Supplied records
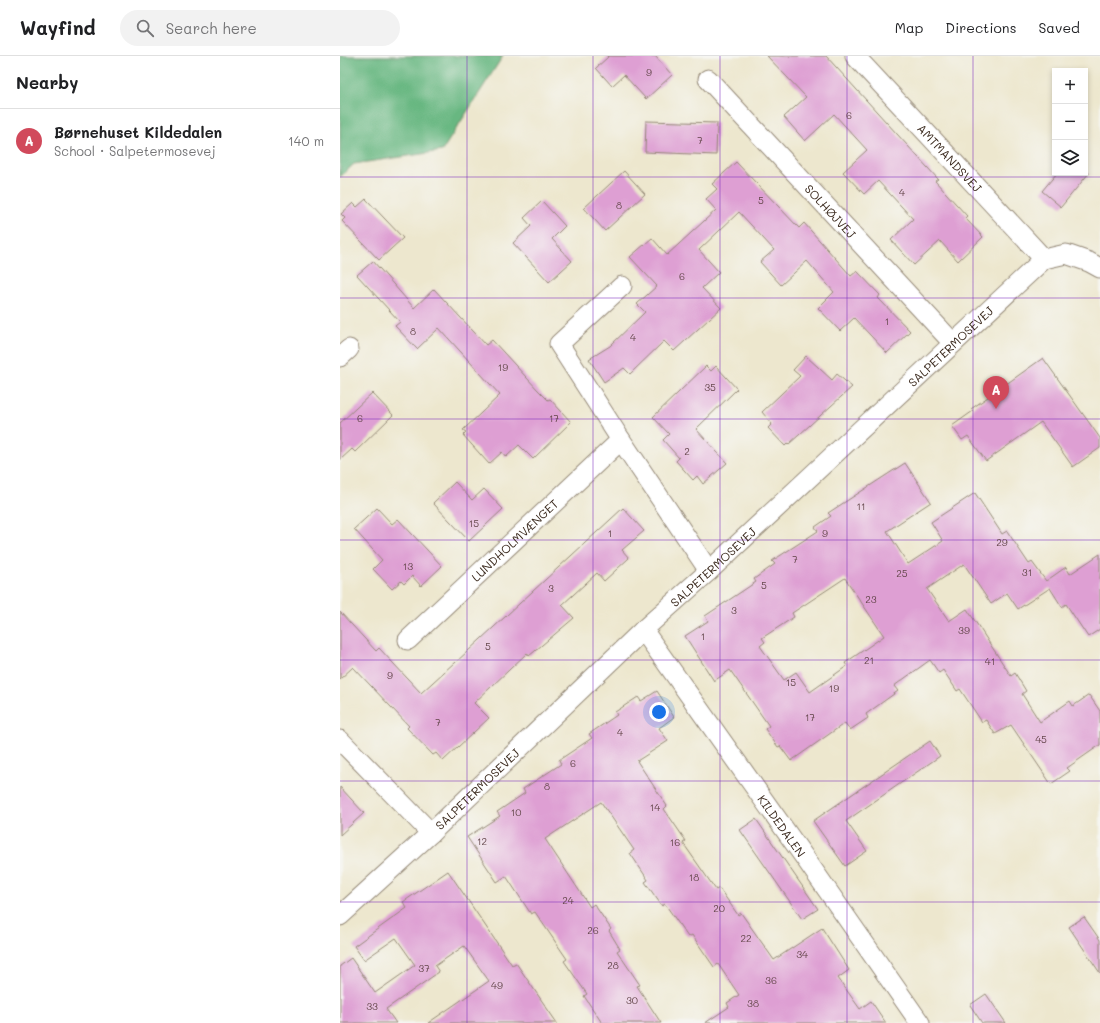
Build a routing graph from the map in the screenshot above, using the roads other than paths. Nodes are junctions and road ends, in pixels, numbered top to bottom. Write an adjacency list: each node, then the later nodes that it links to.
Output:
1 (855, 56): 3 (street, AMTMANDSVEJ)
2 (708, 78): 6 (street, SOLHØJVEJ)
3 (1044, 258): 4 (street); 6 (street, SALPETERMOSEVEJ)
4 (1100, 268)
5 (622, 286): 7 (street)
6 (954, 343): 8 (street, SALPETERMOSEVEJ)
7 (621, 440): 8 (street); 10 (street, LUNDHOLMVÆNGET)
8 (709, 572): 9 (street, SALPETERMOSEVEJ)
9 (643, 630): 12 (street, SALPETERMOSEVEJ); 14 (street, KILDEDALEN)
10 (408, 640)
11 (340, 740): 12 (street)
12 (431, 833): 13 (street, SALPETERMOSEVEJ)
13 (340, 916)
14 (920, 1023)

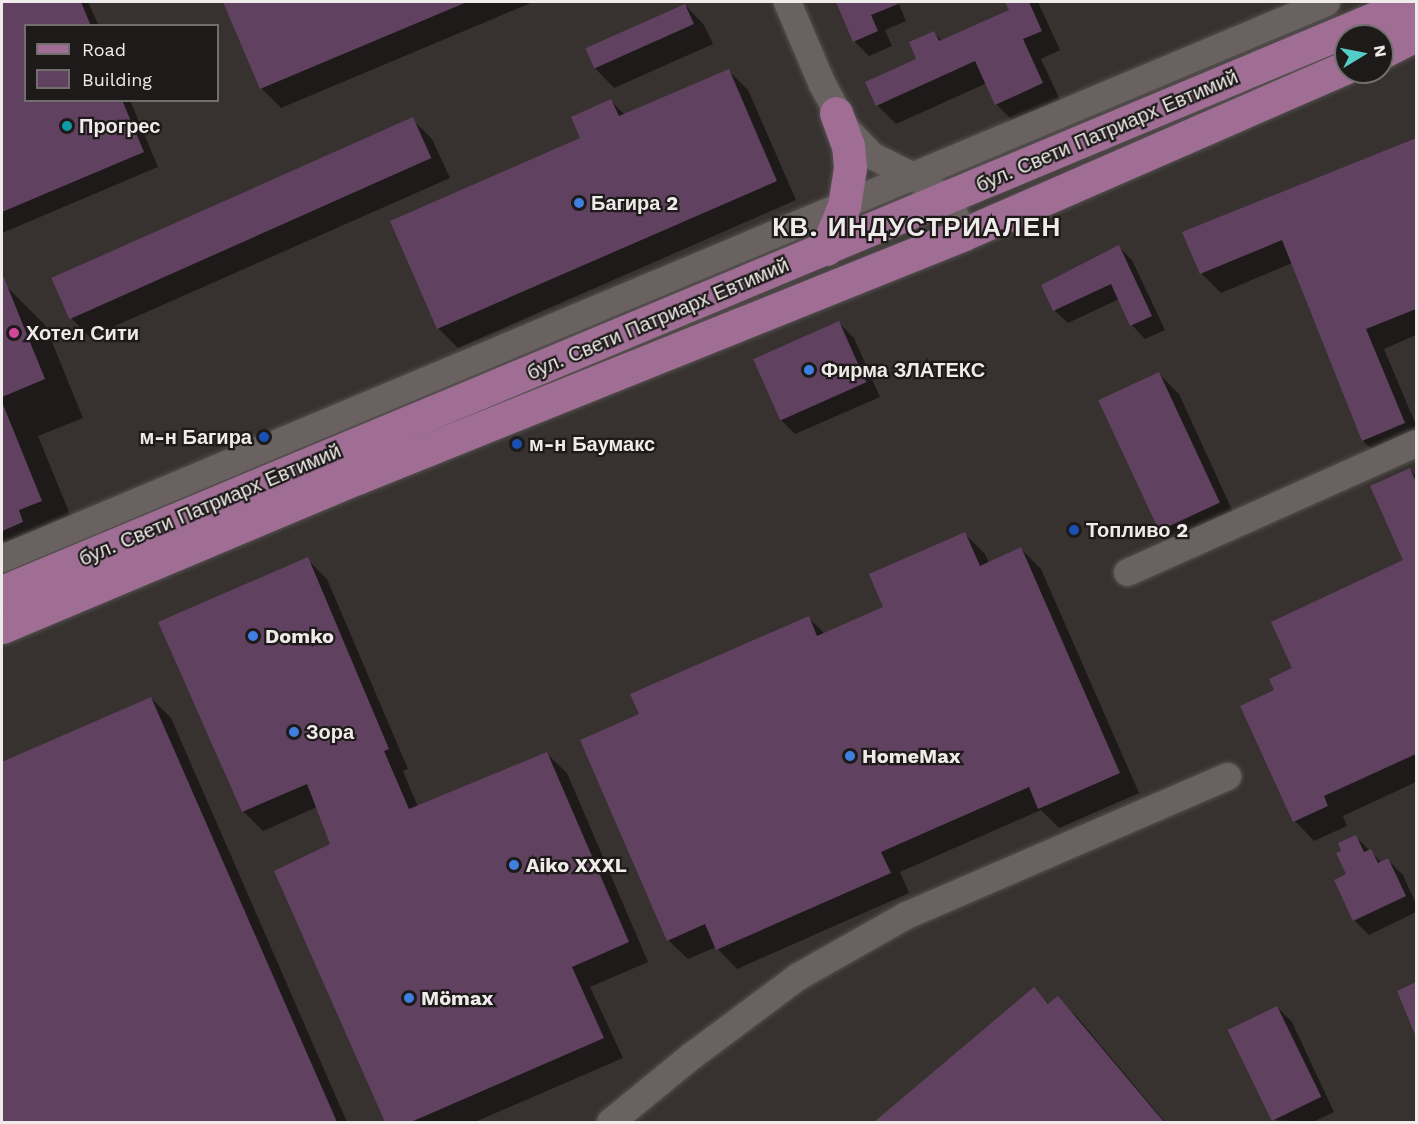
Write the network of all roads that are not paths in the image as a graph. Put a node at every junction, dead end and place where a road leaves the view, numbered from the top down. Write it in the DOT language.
graph roads {
  1 [pos="786,2"];
  2 [pos="1326,2"];
  3 [pos="1414,2"];
  4 [pos="1416,36"];
  5 [pos="1394,46"];
  6 [pos="1334,72"];
  7 [pos="836,113"];
  8 [pos="913,176"];
  9 [pos="946,198"];
  10 [pos="844,206"];
  11 [pos="964,234"];
  12 [pos="826,249"];
  13 [pos="1416,443"];
  14 [pos="2,558"];
  15 [pos="1127,572"];
  16 [pos="2,592"];
  17 [pos="2,627"];
  18 [pos="1227,776"];
  19 [pos="610,1122"];
  1 -- 7 [label="street"];
  2 -- 8 [label="street"];
  3 -- 9 [label="main road, бул. Свети Патриарх Евтимий"];
  4 -- 5 [label="main road"];
  6 -- 11 [label="main road, бул. Свети Патриарх Евтимий"];
  7 -- 8 [label="street"];
  7 -- 10 [label="main road"];
  8 -- 9 [label="street"];
  8 -- 10 [label="street"];
  9 -- 11 [label="street"];
  9 -- 12 [label="main road, бул. Свети Патриарх Евтимий"];
  10 -- 12 [label="main road"];
  10 -- 14 [label="street"];
  11 -- 17 [label="main road, бул. Свети Патриарх Евтимий"];
  12 -- 16 [label="main road, бул. Свети Патриарх Евтимий"];
  13 -- 15 [label="street"];
  18 -- 19 [label="street"];
}
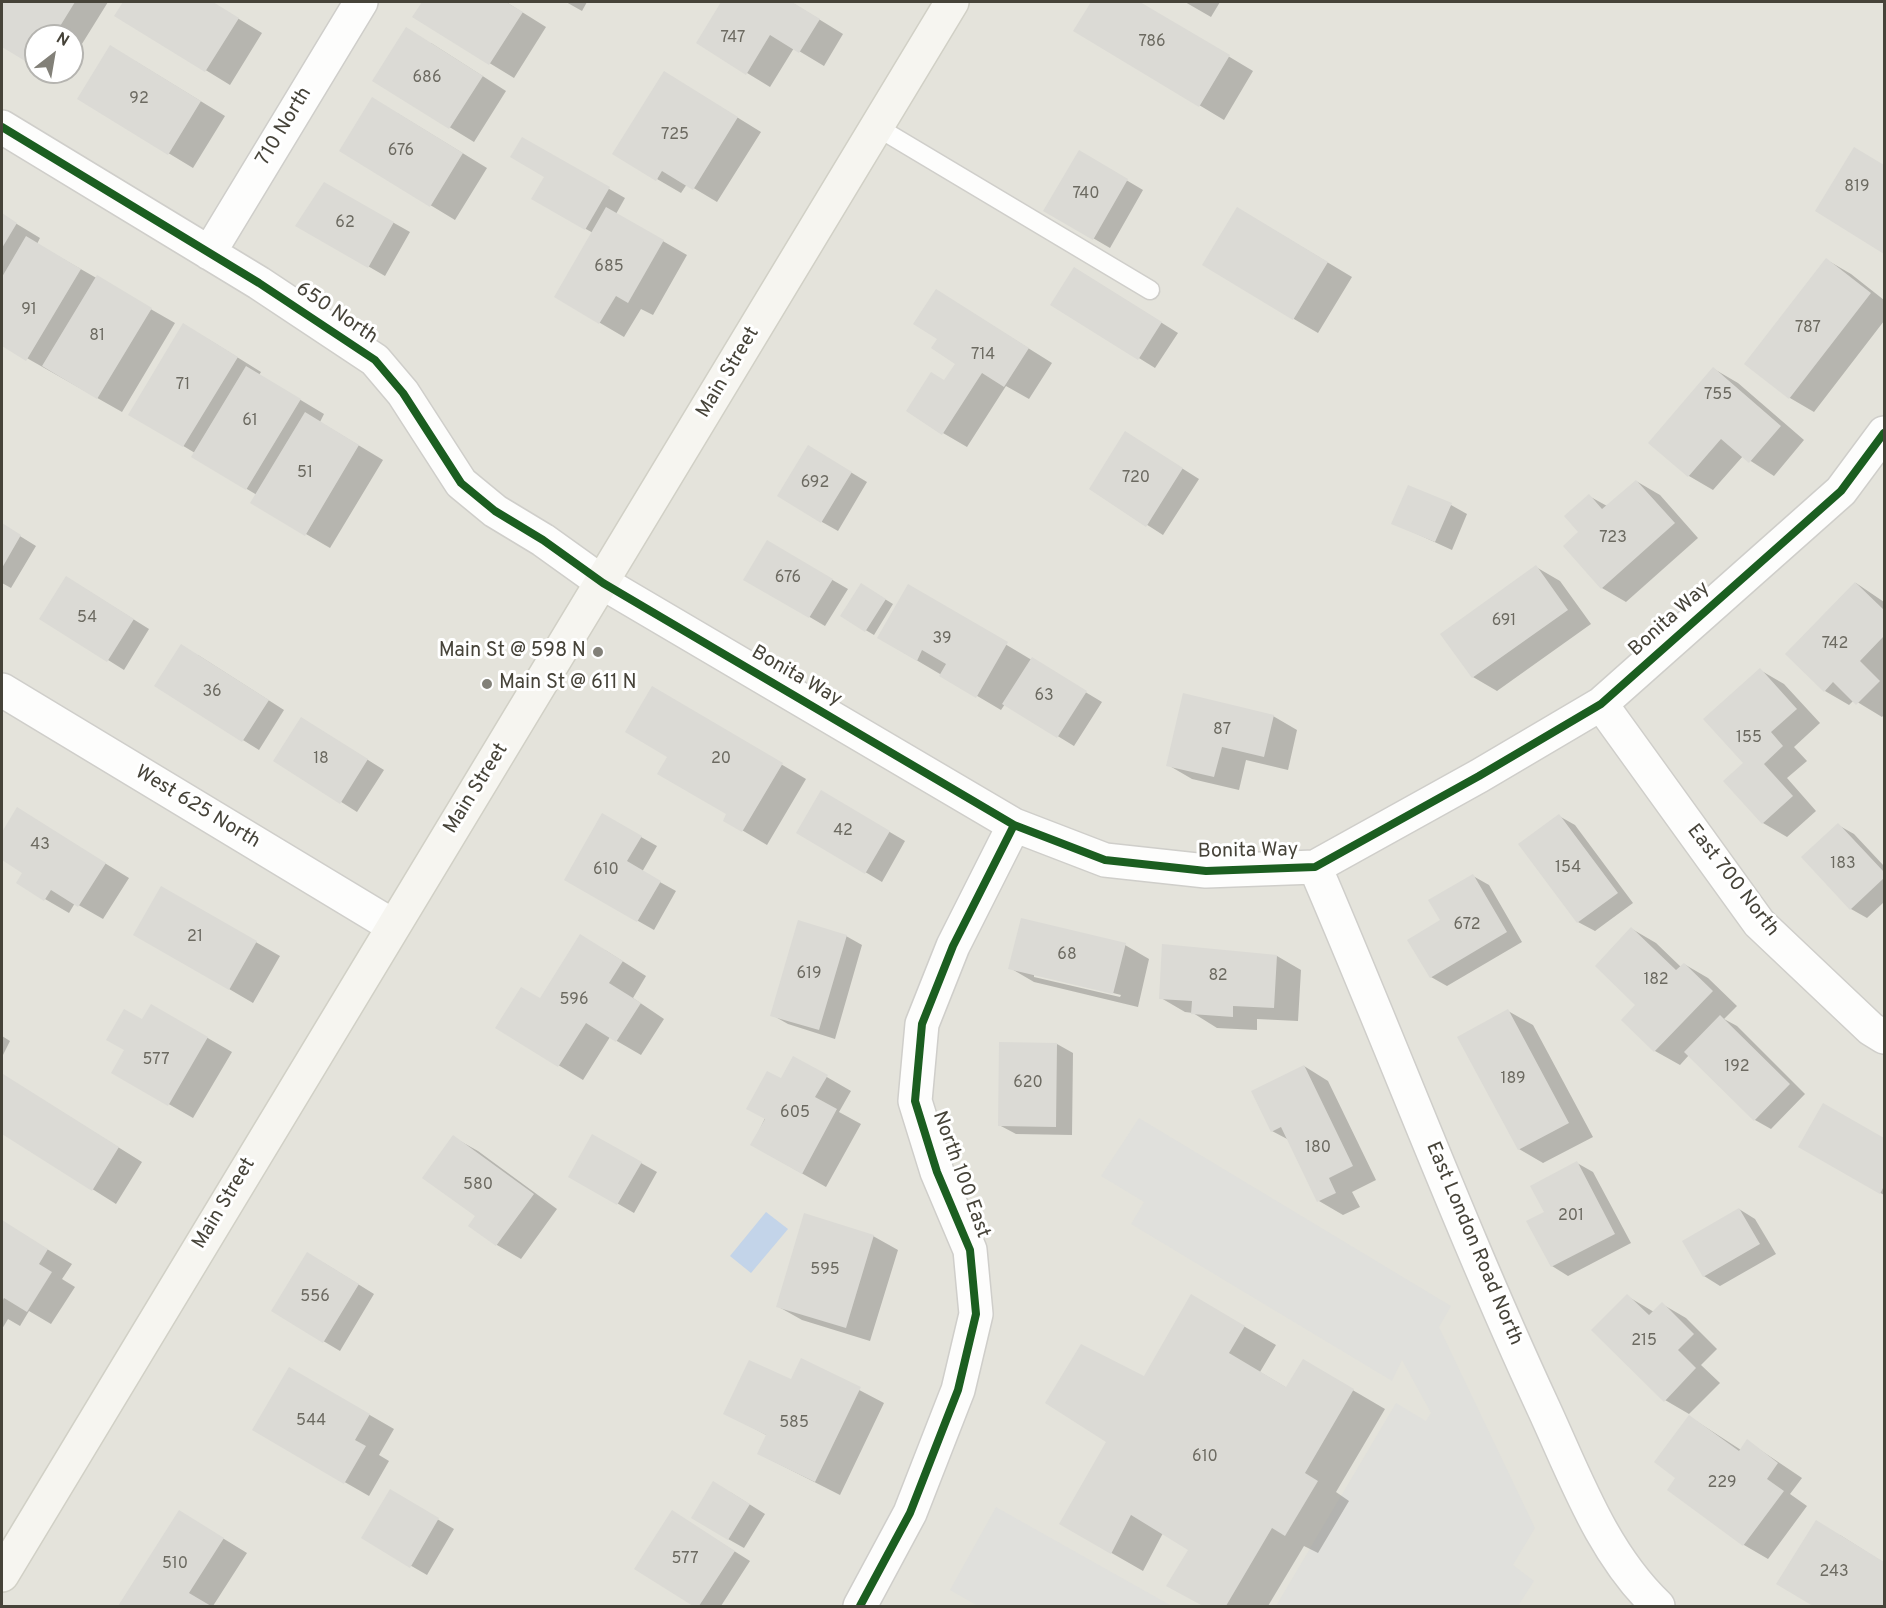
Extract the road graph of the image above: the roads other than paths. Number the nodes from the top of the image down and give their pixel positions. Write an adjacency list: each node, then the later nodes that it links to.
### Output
1 (361, 2): 5 (street, 710 North)
2 (952, 2): 4 (main road, Main Street)
3 (2, 127): 5 (street, 650 North)
4 (877, 128): 6 (lane); 8 (main road, Main Street)
5 (209, 253): 8 (street, 650 North)
6 (1150, 290)
7 (1884, 433): 10 (street, Bonita Way)
8 (603, 583): 11 (street, Bonita Way); 13 (main road, Main Street)
9 (2, 690): 13 (street, West 625 North)
10 (1601, 704): 12 (street, Bonita Way); 14 (street, East 700 North)
11 (1014, 825): 12 (street, Bonita Way); 16 (street, North 100 East)
12 (1315, 867): 17 (street, East London Road North)
13 (393, 926): 15 (main road, Main Street)
14 (1880, 1027)
15 (2, 1575)
16 (860, 1606)
17 (1658, 1606)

Exercise
Determine how many lines in the data above contain the string "later". Give nothing except the number.

Written response
2